Carrie Heller, president of legal recruitment firm the Heller Group, says associates at firms of all sizes are feeling the pressure to bring money into the firm. “Most firms, even larger ones, are zoning in on the ability to generate business earlier and earlier,” she says. “Maybe not in the first year, but certainly by the fifth year, they’re trying to teach mid-level associates how to market themselves and think about what they have to do to be viewed as someone who can generate business.”
According to our survey, the only people causing managing partners as much grief in the compensation department as their associates are their co-owners. “Partner inequities” and “partner percentages” were common headaches cited by respondents.
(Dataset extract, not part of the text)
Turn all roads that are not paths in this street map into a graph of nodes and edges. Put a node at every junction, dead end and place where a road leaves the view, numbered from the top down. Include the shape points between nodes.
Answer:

Heller says the profit allocation problem has been around as long as there have been law firms. “I’ve been hearing that forever, and I think always will,” she says. “In good times when everyone is making money, it’s less of an issue. Even then, you might think you deserve a bit more of the pie. In bad times, you become very aware of what everyone else is making.”
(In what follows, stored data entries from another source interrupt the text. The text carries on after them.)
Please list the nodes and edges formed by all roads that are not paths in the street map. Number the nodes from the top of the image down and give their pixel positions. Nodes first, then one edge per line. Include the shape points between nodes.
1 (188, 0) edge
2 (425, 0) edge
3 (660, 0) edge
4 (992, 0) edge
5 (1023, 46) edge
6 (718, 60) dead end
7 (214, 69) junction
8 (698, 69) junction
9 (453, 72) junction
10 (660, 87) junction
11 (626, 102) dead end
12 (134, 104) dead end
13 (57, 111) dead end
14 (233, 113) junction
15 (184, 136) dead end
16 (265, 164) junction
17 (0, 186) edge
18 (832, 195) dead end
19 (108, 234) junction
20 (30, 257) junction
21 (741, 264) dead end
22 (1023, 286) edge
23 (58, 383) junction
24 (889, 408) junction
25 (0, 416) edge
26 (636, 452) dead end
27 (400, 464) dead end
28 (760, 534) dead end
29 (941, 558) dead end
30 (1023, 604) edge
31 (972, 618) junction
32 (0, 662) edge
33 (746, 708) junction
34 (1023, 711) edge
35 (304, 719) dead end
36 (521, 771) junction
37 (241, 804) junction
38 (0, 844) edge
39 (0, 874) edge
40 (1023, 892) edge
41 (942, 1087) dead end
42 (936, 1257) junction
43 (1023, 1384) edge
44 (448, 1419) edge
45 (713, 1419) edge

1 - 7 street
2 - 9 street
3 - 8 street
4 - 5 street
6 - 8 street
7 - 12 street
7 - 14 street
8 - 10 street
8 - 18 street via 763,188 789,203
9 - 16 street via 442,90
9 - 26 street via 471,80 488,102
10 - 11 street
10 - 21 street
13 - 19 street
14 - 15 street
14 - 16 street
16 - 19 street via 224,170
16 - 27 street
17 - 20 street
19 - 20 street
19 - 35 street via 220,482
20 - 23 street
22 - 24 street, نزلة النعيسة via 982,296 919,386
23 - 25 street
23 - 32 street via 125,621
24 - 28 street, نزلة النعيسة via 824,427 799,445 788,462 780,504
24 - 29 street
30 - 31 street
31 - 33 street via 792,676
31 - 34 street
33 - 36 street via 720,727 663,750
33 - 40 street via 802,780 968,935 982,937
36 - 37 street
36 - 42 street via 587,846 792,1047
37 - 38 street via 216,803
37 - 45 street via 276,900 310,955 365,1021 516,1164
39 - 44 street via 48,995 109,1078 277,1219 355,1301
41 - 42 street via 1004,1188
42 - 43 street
Luckily, this year was a good one for most partners according to the survey, with 51 per cent of firms reporting an increase in partners’ earnings in the last year. However, reminders of the delicacy of the market recovery are never too far away. Around nine per cent of firms de-equitized partners in the last year, while the Heenan Blaikie LLP collapse (read more in this month’s cover story) is fresh in everyone’s minds. “That really hit home for so many people. A lot of people have taken a step back, and had a good look at their own firms. There’s a recognition that if it could happen to such a well-regarded and well-established firm, it could happen to anyone,” says Heller.
Eat-what-you-kill remained the most popular compensation method for partners, in place at just under a quarter of firms surveyed. Around 30 per cent of partners’ compensation fell between $100,000 and $200,000 across the country, with 8.3 per cent bringing home over $600,000 per year.
About 87 per cent of firms offer benefits to partners and associates, accounting for around 10 per cent of compensation on average. Perks such as professional development and health club memberships were offered at 71 per cent of respondent firms, but fewer than five per cent offered pension plans to lawyers.
Corporate legal departments foresee a similar year this year to last, with just over a third of respondents budgeting less than $500,000 for legal spend. A further 43 per cent have set aside between $500,000 and $2 million. Seventeen per cent of respondents went between $2 million and $5 million, with almost six per cent budgeting over $5 million.
Senior in-house salaries went up over last year’s survey, although they didn’t do quite as well as the 11 per cent bump in wages for recently called lawyers. At the director level, the median pay of general counsel was up 10 per cent to $170,000 from $155,000, while at the executive level, a three-per-cent boost saw average remuneration go to $200,000 from $195,000.
Overall, 74 per cent of respondents predicted another rise in 2015, while a similar proportion, 73 per cent, paid bonuses to lawyers last year. Of those, 63 per cent paid a percentage of salary, with most falling in the 10- to 25-per-cent range. However, at least one company in the resources industry offered lawyers the chance to double their pay with a 100 per cent bonus for hitting targets.